→ Work instruction
Within this listing, how many lines include the word "song"? Only the number should be given.

----------------------------------------

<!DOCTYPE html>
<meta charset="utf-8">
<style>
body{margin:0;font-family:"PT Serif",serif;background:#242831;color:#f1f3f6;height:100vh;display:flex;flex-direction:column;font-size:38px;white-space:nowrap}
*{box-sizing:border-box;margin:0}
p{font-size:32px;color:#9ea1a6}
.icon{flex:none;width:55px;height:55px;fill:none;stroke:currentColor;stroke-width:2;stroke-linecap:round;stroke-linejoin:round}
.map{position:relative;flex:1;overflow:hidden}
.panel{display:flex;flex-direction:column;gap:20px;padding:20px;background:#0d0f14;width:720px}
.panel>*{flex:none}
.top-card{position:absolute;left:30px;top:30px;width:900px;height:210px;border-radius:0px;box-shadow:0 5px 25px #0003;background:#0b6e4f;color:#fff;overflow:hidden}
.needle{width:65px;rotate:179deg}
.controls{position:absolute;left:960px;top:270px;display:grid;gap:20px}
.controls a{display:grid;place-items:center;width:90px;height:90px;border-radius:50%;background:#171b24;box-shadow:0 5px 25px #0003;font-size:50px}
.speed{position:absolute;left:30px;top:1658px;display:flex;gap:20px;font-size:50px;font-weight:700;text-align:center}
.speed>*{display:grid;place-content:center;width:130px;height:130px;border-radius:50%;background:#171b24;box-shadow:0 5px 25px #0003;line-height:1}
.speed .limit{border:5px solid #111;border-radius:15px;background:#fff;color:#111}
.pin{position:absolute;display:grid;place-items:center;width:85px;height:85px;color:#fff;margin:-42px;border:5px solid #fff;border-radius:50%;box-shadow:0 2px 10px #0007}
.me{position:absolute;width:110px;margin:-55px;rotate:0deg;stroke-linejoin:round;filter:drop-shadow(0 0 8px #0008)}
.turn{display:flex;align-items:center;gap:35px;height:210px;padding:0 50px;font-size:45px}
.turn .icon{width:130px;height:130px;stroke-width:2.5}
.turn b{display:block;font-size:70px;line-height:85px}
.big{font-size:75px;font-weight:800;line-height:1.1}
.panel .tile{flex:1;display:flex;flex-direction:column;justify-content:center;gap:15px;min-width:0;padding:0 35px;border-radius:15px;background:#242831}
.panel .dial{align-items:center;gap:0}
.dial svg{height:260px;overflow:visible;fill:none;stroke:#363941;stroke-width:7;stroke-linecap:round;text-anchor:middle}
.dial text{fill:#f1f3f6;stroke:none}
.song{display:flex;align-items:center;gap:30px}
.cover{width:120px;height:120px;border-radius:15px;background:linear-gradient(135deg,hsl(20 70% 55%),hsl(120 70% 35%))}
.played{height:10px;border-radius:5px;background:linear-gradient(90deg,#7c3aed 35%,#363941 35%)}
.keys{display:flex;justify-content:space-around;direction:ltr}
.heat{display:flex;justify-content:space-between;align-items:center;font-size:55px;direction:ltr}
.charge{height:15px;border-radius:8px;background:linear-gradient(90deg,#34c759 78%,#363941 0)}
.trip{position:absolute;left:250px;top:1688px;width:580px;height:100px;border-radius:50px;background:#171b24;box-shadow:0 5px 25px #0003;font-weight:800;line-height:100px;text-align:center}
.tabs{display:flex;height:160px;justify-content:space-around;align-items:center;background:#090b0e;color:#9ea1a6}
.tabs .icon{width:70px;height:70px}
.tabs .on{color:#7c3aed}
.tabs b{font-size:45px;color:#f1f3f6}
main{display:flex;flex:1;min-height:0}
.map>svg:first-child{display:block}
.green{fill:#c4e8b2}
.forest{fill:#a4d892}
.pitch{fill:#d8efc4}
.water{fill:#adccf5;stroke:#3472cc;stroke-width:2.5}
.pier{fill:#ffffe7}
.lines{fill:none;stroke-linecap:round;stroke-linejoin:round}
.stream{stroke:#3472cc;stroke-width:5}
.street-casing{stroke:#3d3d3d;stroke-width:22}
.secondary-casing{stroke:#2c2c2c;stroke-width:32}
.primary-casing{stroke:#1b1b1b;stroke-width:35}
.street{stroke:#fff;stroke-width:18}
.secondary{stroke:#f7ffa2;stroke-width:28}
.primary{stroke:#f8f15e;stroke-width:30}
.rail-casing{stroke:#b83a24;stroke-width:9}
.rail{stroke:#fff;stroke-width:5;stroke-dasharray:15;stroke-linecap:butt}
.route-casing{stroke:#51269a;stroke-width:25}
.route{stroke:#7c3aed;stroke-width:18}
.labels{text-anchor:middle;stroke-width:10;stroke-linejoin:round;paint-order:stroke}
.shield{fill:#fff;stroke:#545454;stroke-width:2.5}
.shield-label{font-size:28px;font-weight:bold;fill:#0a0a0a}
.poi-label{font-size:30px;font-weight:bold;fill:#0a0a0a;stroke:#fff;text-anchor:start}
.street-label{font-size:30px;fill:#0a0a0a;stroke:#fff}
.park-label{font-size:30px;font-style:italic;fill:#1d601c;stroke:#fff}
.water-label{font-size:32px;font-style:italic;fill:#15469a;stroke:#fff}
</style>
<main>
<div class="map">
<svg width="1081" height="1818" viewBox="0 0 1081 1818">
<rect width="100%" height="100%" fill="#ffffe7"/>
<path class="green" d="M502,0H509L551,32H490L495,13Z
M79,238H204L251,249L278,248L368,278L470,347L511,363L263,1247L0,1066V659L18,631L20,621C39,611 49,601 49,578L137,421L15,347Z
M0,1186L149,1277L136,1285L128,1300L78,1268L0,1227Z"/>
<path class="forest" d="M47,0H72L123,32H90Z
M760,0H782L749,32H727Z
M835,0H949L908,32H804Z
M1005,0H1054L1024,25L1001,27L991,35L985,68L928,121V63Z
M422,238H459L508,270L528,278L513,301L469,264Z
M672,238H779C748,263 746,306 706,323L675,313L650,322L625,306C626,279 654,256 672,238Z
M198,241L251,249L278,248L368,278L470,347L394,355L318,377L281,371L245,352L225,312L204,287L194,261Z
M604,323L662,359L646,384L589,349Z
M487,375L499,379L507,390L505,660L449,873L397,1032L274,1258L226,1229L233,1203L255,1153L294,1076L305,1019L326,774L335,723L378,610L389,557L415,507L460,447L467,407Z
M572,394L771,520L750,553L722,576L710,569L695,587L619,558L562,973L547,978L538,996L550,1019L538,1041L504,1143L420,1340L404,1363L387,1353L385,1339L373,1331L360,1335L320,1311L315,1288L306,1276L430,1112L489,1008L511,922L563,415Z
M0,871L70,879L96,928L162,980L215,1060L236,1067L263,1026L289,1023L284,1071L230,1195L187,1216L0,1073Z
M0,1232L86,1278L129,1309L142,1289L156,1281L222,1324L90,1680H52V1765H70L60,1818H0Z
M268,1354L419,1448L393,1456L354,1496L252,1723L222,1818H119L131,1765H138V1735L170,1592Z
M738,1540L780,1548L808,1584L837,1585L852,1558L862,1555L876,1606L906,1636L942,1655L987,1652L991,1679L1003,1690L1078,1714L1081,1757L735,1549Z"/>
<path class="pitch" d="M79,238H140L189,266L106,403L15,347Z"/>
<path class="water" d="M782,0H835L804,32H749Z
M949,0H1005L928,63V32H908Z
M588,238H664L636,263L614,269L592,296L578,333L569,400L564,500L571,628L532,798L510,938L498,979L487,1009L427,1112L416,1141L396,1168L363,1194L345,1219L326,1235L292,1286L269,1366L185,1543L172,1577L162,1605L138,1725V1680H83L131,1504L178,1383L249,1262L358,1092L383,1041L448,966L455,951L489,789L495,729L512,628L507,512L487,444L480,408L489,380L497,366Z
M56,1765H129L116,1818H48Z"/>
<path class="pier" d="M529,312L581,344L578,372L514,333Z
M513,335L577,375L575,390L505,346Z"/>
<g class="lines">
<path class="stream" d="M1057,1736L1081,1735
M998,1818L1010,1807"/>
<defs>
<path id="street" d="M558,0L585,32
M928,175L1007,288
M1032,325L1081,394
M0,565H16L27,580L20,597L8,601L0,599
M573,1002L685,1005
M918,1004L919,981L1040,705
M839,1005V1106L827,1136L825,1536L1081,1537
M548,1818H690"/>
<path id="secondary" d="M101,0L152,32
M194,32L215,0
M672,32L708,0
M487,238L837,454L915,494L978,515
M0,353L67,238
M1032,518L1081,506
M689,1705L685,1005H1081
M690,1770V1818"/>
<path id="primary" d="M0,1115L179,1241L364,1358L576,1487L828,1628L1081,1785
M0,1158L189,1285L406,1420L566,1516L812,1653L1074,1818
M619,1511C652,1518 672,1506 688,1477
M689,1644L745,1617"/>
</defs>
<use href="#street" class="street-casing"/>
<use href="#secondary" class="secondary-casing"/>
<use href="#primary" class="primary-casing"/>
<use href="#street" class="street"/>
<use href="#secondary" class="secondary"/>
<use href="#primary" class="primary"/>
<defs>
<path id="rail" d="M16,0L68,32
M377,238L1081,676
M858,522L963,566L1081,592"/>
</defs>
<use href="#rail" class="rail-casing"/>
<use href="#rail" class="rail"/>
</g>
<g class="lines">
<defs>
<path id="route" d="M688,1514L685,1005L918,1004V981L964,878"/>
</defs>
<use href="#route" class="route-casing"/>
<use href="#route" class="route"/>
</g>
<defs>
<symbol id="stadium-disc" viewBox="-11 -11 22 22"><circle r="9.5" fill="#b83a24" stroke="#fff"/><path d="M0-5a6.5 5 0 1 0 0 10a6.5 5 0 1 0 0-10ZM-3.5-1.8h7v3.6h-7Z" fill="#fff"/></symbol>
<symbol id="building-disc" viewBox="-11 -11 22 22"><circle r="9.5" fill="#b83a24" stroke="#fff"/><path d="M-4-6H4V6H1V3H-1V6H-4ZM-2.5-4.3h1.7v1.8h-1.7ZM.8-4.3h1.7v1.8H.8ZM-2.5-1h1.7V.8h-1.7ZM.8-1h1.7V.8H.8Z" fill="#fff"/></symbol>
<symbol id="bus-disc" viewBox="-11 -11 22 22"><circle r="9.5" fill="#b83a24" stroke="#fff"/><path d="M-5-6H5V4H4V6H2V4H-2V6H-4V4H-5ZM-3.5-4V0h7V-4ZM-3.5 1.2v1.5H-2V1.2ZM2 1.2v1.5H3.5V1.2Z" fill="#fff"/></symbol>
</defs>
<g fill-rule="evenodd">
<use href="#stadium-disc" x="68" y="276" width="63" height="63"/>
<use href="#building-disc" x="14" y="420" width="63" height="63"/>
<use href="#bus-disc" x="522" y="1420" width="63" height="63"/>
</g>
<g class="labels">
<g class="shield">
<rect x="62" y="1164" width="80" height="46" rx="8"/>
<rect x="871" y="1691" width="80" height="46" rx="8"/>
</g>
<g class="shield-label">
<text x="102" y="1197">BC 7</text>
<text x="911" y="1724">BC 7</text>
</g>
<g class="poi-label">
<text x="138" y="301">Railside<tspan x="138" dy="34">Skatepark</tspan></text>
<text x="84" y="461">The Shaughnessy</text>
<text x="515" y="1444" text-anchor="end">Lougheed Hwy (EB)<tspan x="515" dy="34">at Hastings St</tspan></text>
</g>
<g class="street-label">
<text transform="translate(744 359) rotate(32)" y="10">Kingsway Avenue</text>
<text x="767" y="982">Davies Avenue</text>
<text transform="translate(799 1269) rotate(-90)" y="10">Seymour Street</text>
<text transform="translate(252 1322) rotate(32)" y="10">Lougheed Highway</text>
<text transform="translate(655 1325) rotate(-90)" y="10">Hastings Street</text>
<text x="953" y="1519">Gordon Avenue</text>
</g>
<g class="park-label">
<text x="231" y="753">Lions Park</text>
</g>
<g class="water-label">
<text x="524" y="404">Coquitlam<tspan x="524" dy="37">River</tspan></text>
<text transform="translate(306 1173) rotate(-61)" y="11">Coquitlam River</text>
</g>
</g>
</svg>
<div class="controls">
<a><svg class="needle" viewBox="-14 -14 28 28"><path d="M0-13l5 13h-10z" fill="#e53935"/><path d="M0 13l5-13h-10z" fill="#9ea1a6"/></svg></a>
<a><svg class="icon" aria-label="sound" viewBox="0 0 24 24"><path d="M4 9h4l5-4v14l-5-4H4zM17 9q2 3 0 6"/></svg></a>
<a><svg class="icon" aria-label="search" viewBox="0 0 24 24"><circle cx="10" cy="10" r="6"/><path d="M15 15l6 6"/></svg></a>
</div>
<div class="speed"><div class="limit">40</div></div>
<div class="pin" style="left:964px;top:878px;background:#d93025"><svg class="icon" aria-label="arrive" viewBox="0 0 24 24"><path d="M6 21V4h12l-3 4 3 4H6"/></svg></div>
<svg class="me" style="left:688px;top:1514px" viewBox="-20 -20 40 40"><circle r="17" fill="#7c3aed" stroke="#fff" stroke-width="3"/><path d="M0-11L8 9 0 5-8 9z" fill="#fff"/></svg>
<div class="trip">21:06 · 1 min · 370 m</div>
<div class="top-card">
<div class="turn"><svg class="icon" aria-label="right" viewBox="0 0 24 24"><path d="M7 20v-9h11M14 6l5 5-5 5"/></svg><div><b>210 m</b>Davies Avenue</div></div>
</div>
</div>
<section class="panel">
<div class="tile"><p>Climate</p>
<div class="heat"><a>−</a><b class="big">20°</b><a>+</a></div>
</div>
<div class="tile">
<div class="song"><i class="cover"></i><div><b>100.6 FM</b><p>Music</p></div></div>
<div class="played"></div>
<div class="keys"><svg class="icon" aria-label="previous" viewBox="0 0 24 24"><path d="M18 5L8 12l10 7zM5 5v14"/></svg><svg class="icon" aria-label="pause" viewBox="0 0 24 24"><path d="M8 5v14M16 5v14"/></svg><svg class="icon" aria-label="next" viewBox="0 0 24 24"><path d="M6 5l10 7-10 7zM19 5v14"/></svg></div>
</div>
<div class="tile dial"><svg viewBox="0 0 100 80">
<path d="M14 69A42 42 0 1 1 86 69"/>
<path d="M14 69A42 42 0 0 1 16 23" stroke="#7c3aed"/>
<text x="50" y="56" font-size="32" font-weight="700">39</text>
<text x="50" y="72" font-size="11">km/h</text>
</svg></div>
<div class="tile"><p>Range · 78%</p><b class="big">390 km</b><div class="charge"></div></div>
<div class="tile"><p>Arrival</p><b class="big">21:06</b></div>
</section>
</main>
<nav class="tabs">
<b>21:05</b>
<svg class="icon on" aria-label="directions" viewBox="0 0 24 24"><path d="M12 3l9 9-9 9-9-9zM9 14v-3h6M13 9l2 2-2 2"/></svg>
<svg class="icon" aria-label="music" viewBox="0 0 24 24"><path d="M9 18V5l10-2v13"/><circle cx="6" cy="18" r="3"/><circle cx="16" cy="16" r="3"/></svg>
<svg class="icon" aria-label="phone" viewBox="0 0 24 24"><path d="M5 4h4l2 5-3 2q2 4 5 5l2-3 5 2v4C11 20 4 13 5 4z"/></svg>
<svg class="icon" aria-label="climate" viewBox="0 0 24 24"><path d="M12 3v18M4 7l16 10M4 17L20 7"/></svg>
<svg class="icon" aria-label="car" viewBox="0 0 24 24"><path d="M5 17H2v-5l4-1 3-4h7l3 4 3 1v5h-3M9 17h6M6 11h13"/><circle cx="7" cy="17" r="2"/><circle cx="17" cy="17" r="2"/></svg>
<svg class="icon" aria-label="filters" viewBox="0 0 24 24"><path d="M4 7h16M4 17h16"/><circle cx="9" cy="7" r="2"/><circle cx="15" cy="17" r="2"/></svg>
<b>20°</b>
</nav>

----------------------------------------

→ Response to the task
2